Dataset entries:
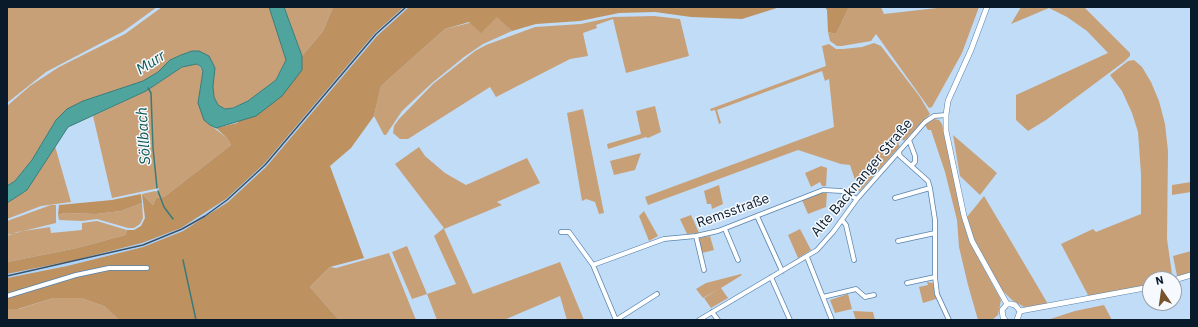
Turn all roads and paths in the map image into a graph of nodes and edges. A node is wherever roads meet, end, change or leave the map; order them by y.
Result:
1 (987, 7) edge
2 (946, 115) junction
3 (909, 140) junction
4 (899, 152) junction
5 (912, 165) junction
6 (930, 188) junction
7 (894, 198) dead end
8 (857, 199) junction
9 (756, 216) junction
10 (842, 220) junction
11 (725, 229) junction
12 (561, 232) dead end
13 (935, 233) junction
14 (696, 236) junction
15 (898, 241) dead end
16 (807, 258) junction
17 (738, 260) dead end
18 (854, 260) dead end
19 (593, 265) junction
20 (147, 268) dead end
21 (704, 270) dead end
22 (782, 271) junction
23 (771, 277) junction
24 (935, 277) junction
25 (907, 283) dead end
26 (1142, 288) edge
27 (657, 294) dead end
28 (874, 295) dead end
29 (7, 296) edge
30 (823, 297) junction
31 (1007, 304) junction
32 (1020, 311) junction
33 (712, 312) junction
34 (948, 319) edge
35 (1002, 319) edge
36 (616, 320) edge
37 (699, 320) edge
38 (718, 320) edge
39 (790, 320) edge
40 (832, 320) edge
41 (942, 320) edge
42 (1017, 320) edge

1 - 2 street
2 - 3 street, Alte Backnanger Straße
2 - 31 street
3 - 4 street, Alte Backnanger Straße
3 - 5 street
4 - 5 street
4 - 8 street, Alte Backnanger Straße
5 - 6 street
6 - 7 street
6 - 13 street
8 - 9 street, Remsstraße
8 - 10 street, Alte Backnanger Straße
9 - 11 street, Remsstraße
9 - 22 street
10 - 16 street, Alte Backnanger Straße
10 - 18 street
11 - 14 street, Remsstraße
11 - 17 street
12 - 19 street
13 - 15 street
13 - 24 street
14 - 19 street, Remsstraße
14 - 21 street
16 - 22 street, Alte Backnanger Straße
16 - 30 street
19 - 36 street
20 - 29 street
22 - 23 street, Alte Backnanger Straße
23 - 33 street, Alte Backnanger Straße
23 - 39 street
24 - 25 street
24 - 34 street
26 - 32 street
27 - 36 street
28 - 30 street
30 - 40 street
31 - 32 street
31 - 35 street
32 - 42 street
33 - 37 street, Alte Backnanger Straße
33 - 38 street
34 - 41 street

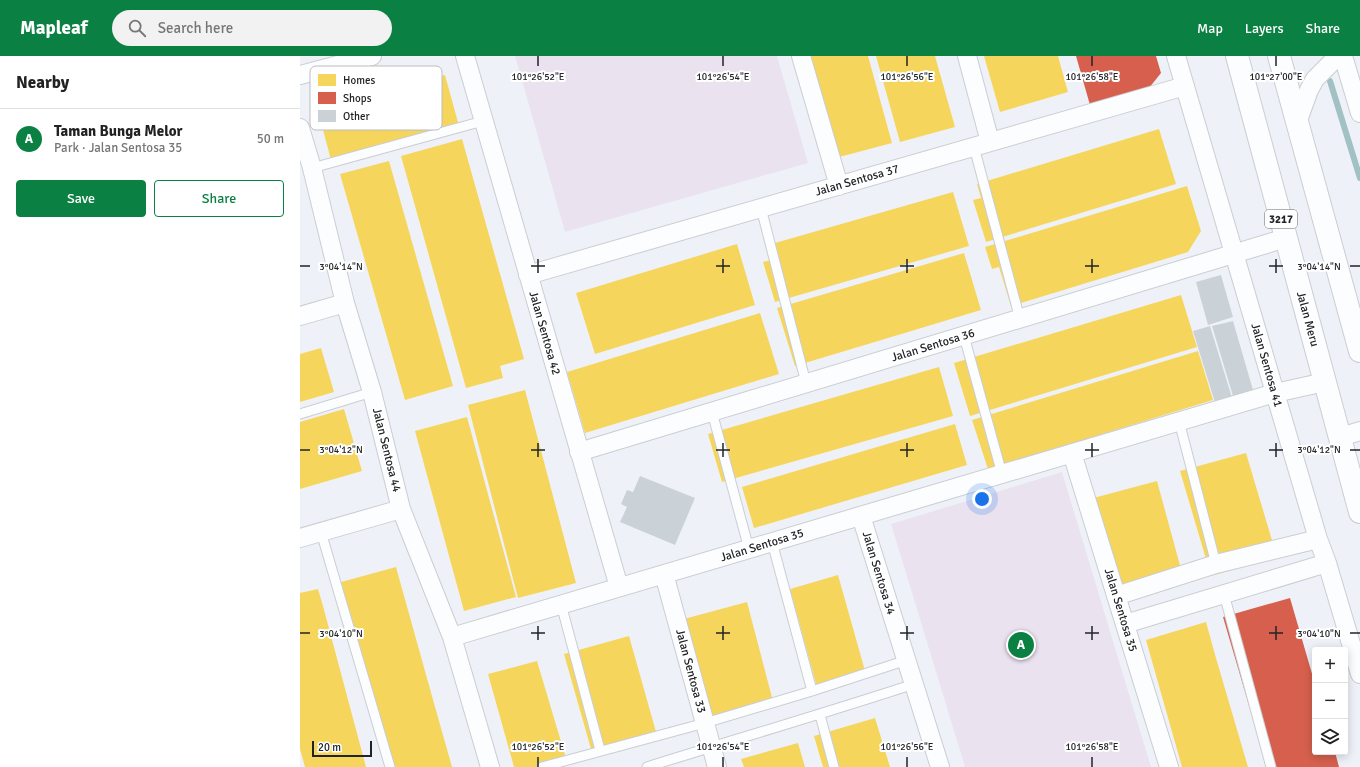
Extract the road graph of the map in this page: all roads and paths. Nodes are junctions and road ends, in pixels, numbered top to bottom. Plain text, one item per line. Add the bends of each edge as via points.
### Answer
1 (372, 56) edge
2 (465, 56) edge
3 (801, 56) edge
4 (967, 56) edge
5 (1176, 56) edge
6 (1237, 56) edge
7 (1279, 56) edge
8 (1338, 56) edge
9 (1343, 56) edge
10 (334, 66) edge
11 (310, 72) edge
12 (300, 75) edge
13 (1185, 86) junction
14 (1360, 113) edge
15 (484, 121) junction
16 (1297, 123) junction
17 (300, 128) edge
18 (982, 144) junction
19 (312, 168) junction
20 (839, 186) junction
21 (761, 208) junction
22 (1286, 238) junction
23 (1234, 254) junction
24 (528, 275) junction
25 (345, 303) junction
26 (300, 316) edge
27 (1020, 319) junction
28 (964, 336) junction
29 (1360, 351) edge
30 (1325, 382) junction
31 (806, 384) junction
32 (372, 392) junction
33 (1275, 393) junction
34 (712, 412) junction
35 (300, 414) edge
36 (1179, 422) junction
37 (1350, 434) edge
38 (580, 452) junction
39 (1072, 453) junction
40 (1002, 474) junction
41 (1355, 475) edge
42 (402, 509) junction
43 (1360, 512) edge
44 (861, 516) junction
45 (322, 532) junction
46 (300, 538) edge
47 (1318, 539) junction
48 (772, 542) junction
49 (750, 549) junction
50 (1327, 563) junction
51 (1216, 564) junction
52 (664, 574) junction
53 (619, 587) junction
54 (1224, 594) junction
55 (1116, 596) junction
56 (561, 604) junction
57 (1125, 624) junction
58 (452, 637) junction
59 (907, 660) junction
60 (1360, 674) edge
61 (914, 684) junction
62 (812, 691) junction
63 (820, 715) junction
64 (705, 723) junction
65 (712, 746) junction
66 (600, 750) junction
67 (390, 767) edge
68 (490, 767) edge
69 (542, 767) edge
70 (647, 767) edge
71 (717, 767) edge
72 (834, 767) edge
73 (940, 767) edge
74 (1169, 767) edge
75 (1271, 767) edge

1 - 10 street
2 - 15 street, Jalan Sentosa 42
3 - 20 street
4 - 18 street
5 - 13 street, Jalan Sentosa 41
6 - 22 highway, Jalan Meru / 3217
7 - 16 highway
8 - 16 street via 1315,79
9 - 14 street
11 - 12 street
13 - 18 street, Jalan Sentosa 37
13 - 23 street, Jalan Sentosa 41
15 - 19 lane
15 - 24 street, Jalan Sentosa 42
16 - 29 highway
17 - 19 street, Jalan Sentosa 44
18 - 20 street, Jalan Sentosa 37
18 - 27 lane
19 - 25 street, Jalan Sentosa 44
20 - 21 street, Jalan Sentosa 37
21 - 24 street, Jalan Sentosa 37
21 - 31 lane
22 - 23 street, Jalan Sentosa 36
22 - 30 highway, Jalan Meru / 3217
23 - 27 street, Jalan Sentosa 36
23 - 33 street, Jalan Sentosa 41
24 - 38 street, Jalan Sentosa 42
25 - 26 street
25 - 32 street, Jalan Sentosa 44
27 - 28 street, Jalan Sentosa 36
28 - 31 street, Jalan Sentosa 36
28 - 40 lane
30 - 33 street, Jalan Sentosa 35
30 - 37 highway, Jalan Meru / 3217
31 - 34 street, Jalan Sentosa 36
32 - 35 lane
32 - 42 street, Jalan Sentosa 44
33 - 36 street, Jalan Sentosa 35
33 - 47 street, Jalan Sentosa 41
34 - 38 street, Jalan Sentosa 36
34 - 49 lane
36 - 39 street, Jalan Sentosa 35
36 - 51 lane
37 - 41 highway, Jalan Meru / 3217
38 - 53 street, Jalan Sentosa 42
39 - 40 street, Jalan Sentosa 35
39 - 55 street, Jalan Sentosa 35
40 - 44 street, Jalan Sentosa 35
41 - 43 highway, Jalan Meru / 3217
42 - 45 street
42 - 58 street, Jalan Sentosa 44
44 - 48 street, Jalan Sentosa 35
44 - 59 street, Jalan Sentosa 34
45 - 46 street
45 - 67 lane
47 - 50 street, Jalan Sentosa 41
47 - 51 street
48 - 49 street, Jalan Sentosa 35
48 - 62 lane
49 - 52 street, Jalan Sentosa 35
50 - 54 street
50 - 60 street, Jalan Sentosa 41
51 - 55 street
52 - 53 street, Jalan Sentosa 35
52 - 64 street, Jalan Sentosa 33
53 - 56 street, Jalan Sentosa 35
54 - 57 street
54 - 75 lane
55 - 57 street, Jalan Sentosa 35
56 - 58 street, Jalan Sentosa 35
56 - 66 lane
57 - 74 street, Jalan Sentosa 35
58 - 68 street, Jalan Sentosa 44
59 - 61 street, Jalan Sentosa 34
59 - 62 lane
61 - 63 lane
61 - 73 street, Jalan Sentosa 34
62 - 64 lane
63 - 65 lane
63 - 72 lane
64 - 65 street, Jalan Sentosa 33
64 - 66 lane
65 - 70 lane
65 - 71 street, Jalan Sentosa 33
66 - 69 lane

* TASK DETAILS
Look through the data above for the string "paths" and copy every line where it appears.

* ANSWER FOR THIS EXERCISE
Turn all roads and paths in the map image into a graph of nodes and edges. A node is wherever roads meet, end, change or leave the map; order them by y.
Extract the road graph of the map in this page: all roads and paths. Nodes are junctions and road ends, in pixels, numbered top to bottom. Plain text, one item per line. Add the bends of each edge as via points.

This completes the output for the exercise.